BRADLEY: Do you feel the state power authority is a good way to go?
JERRY BROWN: It could be. We have to be careful about centralizing power in opposing the centralization of power. It requires a lot of thought to make sure that government doesn’t merely replicate the same old patterns. It could be a good part of the mix, though people are suspicious of state government running even part of the show.
BRADLEY: But municipal utilities are doing well, mostly sailing through the crisis.
JERRY BROWN: They are. We would be in much worse shape without them.

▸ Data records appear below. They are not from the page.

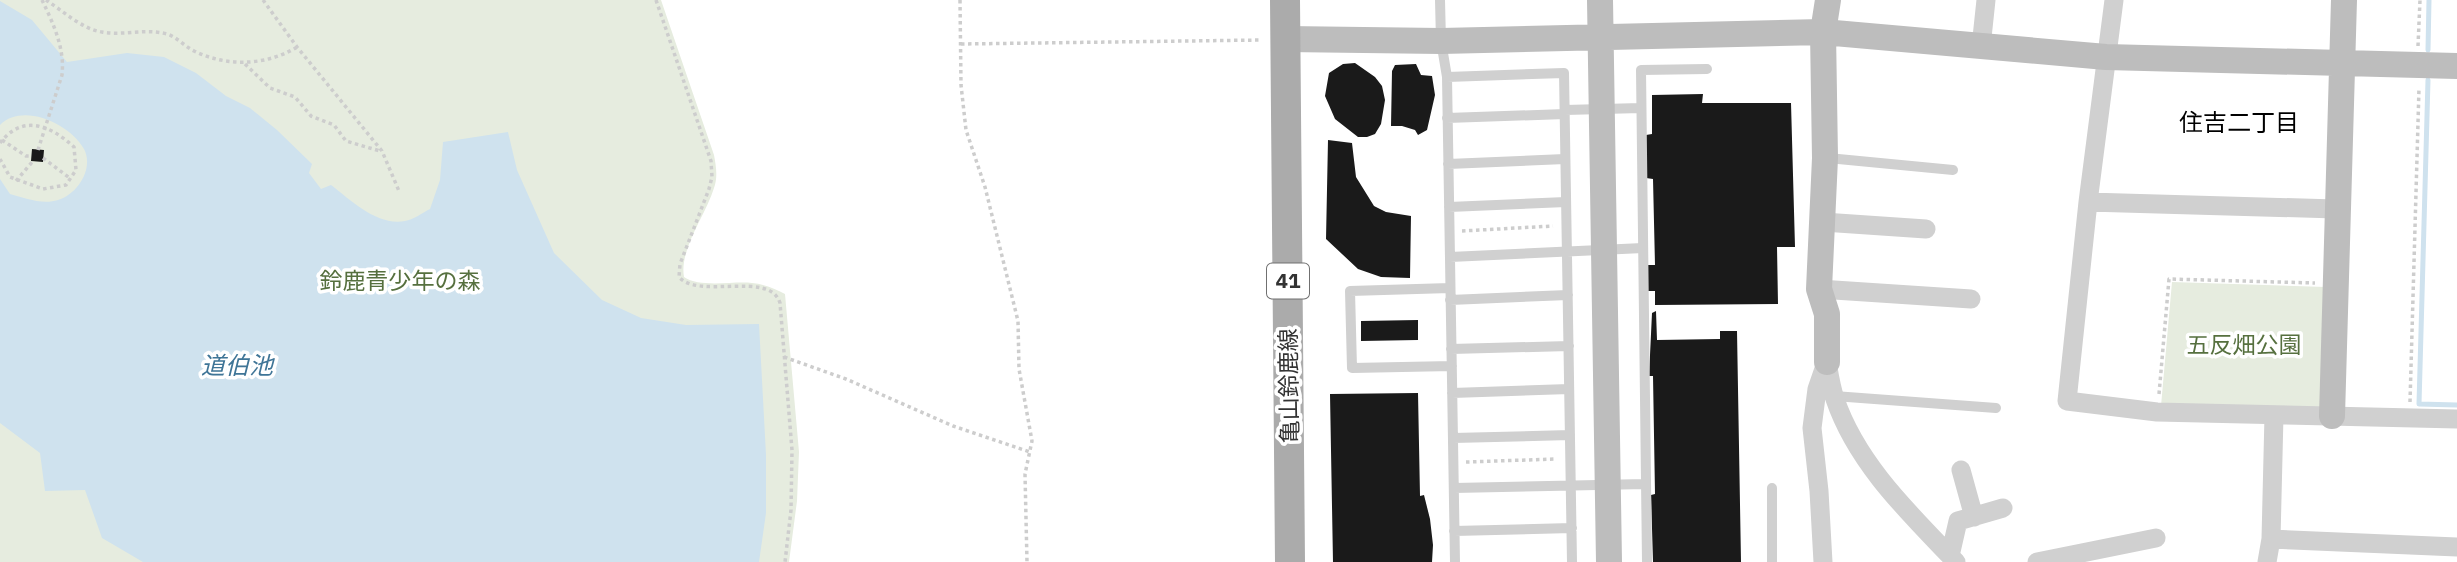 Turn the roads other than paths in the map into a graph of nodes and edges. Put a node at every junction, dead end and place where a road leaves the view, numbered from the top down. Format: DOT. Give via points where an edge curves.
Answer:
graph roads {
  1 [pos="1285,0"];
  2 [pos="1440,0"];
  3 [pos="1600,0"];
  4 [pos="1828,0"];
  5 [pos="1986,0"];
  6 [pos="2114,0"];
  7 [pos="2344,0"];
  8 [pos="1823,32"];
  9 [pos="1601,36"];
  10 [pos="1286,39"];
  11 [pos="1441,41"];
  12 [pos="1981,47"];
  13 [pos="2106,57"];
  14 [pos="2342,64"];
  15 [pos="2457,66"];
  16 [pos="1707,69"];
  17 [pos="1447,77"];
  18 [pos="1641,108"];
  19 [pos="1602,110"];
  20 [pos="1565,112"];
  21 [pos="1447,118"];
  22 [pos="1825,158"];
  23 [pos="1565,159"];
  24 [pos="1448,163"];
  25 [pos="1953,170"];
  26 [pos="1566,202"];
  27 [pos="2088,202"];
  28 [pos="1449,207"];
  29 [pos="2336,209"];
  30 [pos="1823,222"];
  31 [pos="1927,229"];
  32 [pos="1643,248"];
  33 [pos="1603,249"];
  34 [pos="1567,251"];
  35 [pos="1450,257"];
  36 [pos="1450,288"];
  37 [pos="1819,289"];
  38 [pos="1568,295"];
  39 [pos="1971,299"];
  40 [pos="1450,300"];
  41 [pos="1569,346"];
  42 [pos="1451,349"];
  43 [pos="1827,362"];
  44 [pos="1452,366"];
  45 [pos="1569,389"];
  46 [pos="1452,393"];
  47 [pos="1834,396"];
  48 [pos="1996,408"];
  49 [pos="2274,415"];
  50 [pos="2332,416"];
  51 [pos="2457,419"];
  52 [pos="1570,435"];
  53 [pos="1453,438"];
  54 [pos="1961,470"];
  55 [pos="1607,484"];
  56 [pos="1646,484"];
  57 [pos="1571,485"];
  58 [pos="1454,488"];
  59 [pos="1772,488"];
  60 [pos="2003,508"];
  61 [pos="1974,517"];
  62 [pos="1572,528"];
  63 [pos="1454,531"];
  64 [pos="2156,538"];
  65 [pos="2271,539"];
  66 [pos="2457,547"];
  67 [pos="1953,559"];
  68 [pos="1290,562"];
  69 [pos="1455,562"];
  70 [pos="1572,562"];
  71 [pos="1609,562"];
  72 [pos="1647,562"];
  73 [pos="1772,562"];
  74 [pos="1823,562"];
  75 [pos="2037,562"];
  76 [pos="2267,562"];
  1 -- 10 [label="main road, 亀山鈴鹿線 / 41"];
  2 -- 11 [label="lane"];
  3 -- 9 [label="street"];
  4 -- 8 [label="street"];
  5 -- 12 [label="street"];
  6 -- 13 [label="street"];
  7 -- 14 [label="street"];
  8 -- 9 [label="street"];
  8 -- 12 [label="street"];
  8 -- 22 [label="street"];
  9 -- 11 [label="street"];
  9 -- 19 [label="street"];
  10 -- 11 [label="street"];
  10 -- 68 [label="main road, 亀山鈴鹿線 / 41"];
  11 -- 17 [label="lane"];
  12 -- 13 [label="street"];
  13 -- 14 [label="street"];
  13 -- 27 [label="street"];
  14 -- 15 [label="street"];
  14 -- 29 [label="street"];
  16 -- 18 [label="lane" via="1640,70"];
  17 -- 20 [label="lane" via="1564,73"];
  17 -- 21 [label="lane"];
  18 -- 19 [label="lane"];
  18 -- 32 [label="lane"];
  19 -- 20 [label="lane"];
  19 -- 33 [label="street"];
  20 -- 21 [label="lane"];
  20 -- 23 [label="lane"];
  21 -- 24 [label="lane"];
  22 -- 25 [label="lane"];
  22 -- 30 [label="street"];
  23 -- 24 [label="lane"];
  23 -- 26 [label="lane"];
  24 -- 28 [label="lane"];
  26 -- 28 [label="lane"];
  26 -- 34 [label="lane"];
  27 -- 29 [label="street"];
  27 -- 49 [label="street" via="2067,401 2157,412"];
  28 -- 35 [label="lane"];
  29 -- 50 [label="street"];
  30 -- 31 [label="street"];
  30 -- 37 [label="street"];
  32 -- 33 [label="lane"];
  32 -- 56 [label="lane"];
  33 -- 34 [label="lane"];
  33 -- 55 [label="street"];
  34 -- 35 [label="lane"];
  34 -- 38 [label="lane"];
  35 -- 36 [label="lane"];
  36 -- 40 [label="lane"];
  36 -- 44 [label="lane" via="1350,291 1352,368"];
  37 -- 39 [label="street"];
  37 -- 43 [label="street" via="1827,314"];
  38 -- 40 [label="lane"];
  38 -- 41 [label="lane"];
  40 -- 42 [label="lane"];
  41 -- 42 [label="lane"];
  41 -- 45 [label="lane"];
  42 -- 44 [label="lane"];
  43 -- 47 [label="street"];
  43 -- 74 [label="street" via="1817,389 1812,428"];
  44 -- 46 [label="lane"];
  45 -- 46 [label="lane"];
  45 -- 52 [label="lane"];
  46 -- 53 [label="lane"];
  47 -- 48 [label="lane"];
  47 -- 67 [label="street" via="1875,471"];
  49 -- 50 [label="street"];
  49 -- 65 [label="street"];
  50 -- 51 [label="street"];
  52 -- 53 [label="lane"];
  52 -- 57 [label="lane"];
  53 -- 58 [label="lane"];
  54 -- 61 [label="street"];
  55 -- 56 [label="lane"];
  55 -- 57 [label="lane"];
  55 -- 71 [label="street"];
  56 -- 72 [label="lane"];
  57 -- 58 [label="lane"];
  57 -- 62 [label="lane"];
  58 -- 63 [label="lane"];
  59 -- 73 [label="lane"];
  60 -- 61 [label="street"];
  61 -- 67 [label="street" via="1958,521"];
  62 -- 63 [label="lane"];
  62 -- 70 [label="lane"];
  63 -- 69 [label="lane"];
  64 -- 75 [label="street"];
  65 -- 66 [label="street"];
  65 -- 76 [label="street"];
}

The discussion reveals Brown’s view of the 2001 California electric power crisis as opportunity to resume moving forward on the renewable energy and conservation path he’d set California upon during his first go-round as governor in the ’70s and ’80s. It also reveals his anticipation of further crises to come providing ongoing opportunity for innovation, as well as his pragmatic preference to use governmental influence on existing private infrastructure rather than new governmental agencies per se.
Within a year-and-a-half of this conversation, Brown’s independent-minded former chief of staff, then Governor Gray Davis, had again placed California on the green energy path, launching the biggest renewable energy requirement in the nation and signing the nation’s biggest climate legislation severely cutting tailpipe emissions of greenhouse gases. At the same time, Arnold Schwarzenegger, then making Terminator 3 — whom I knew was, contrary to widespread expectations, a would-be champion of the green energy path — told me that if he became governor of California he would actually accelerate Davis’s efforts on renewables, conservation, and greenhouse gas emissions. Within a few years, then himself the governor of California, Schwarzenegger proved as good as his word.
Schwarzenegger and Davis built greatly on Brown’s pathfinding legacy. Now Brown is building greatly on theirs.
His new initiative to further his goal of a 50 percent reduction in petroleum use by 2030 uses the budget process to put $400 million into new rail programs, $100 million into new pedestrian and cycling programs, $25 million into biofuels, and $500 million into the Air Resources Board’s Low Carbon Transportation Program for new vehicles.
Brown is very persistent. He will get where he is going on cutting oil use in California, building on already existing state and federal programs. As you see, it’s something that has been on his mind for a very long time.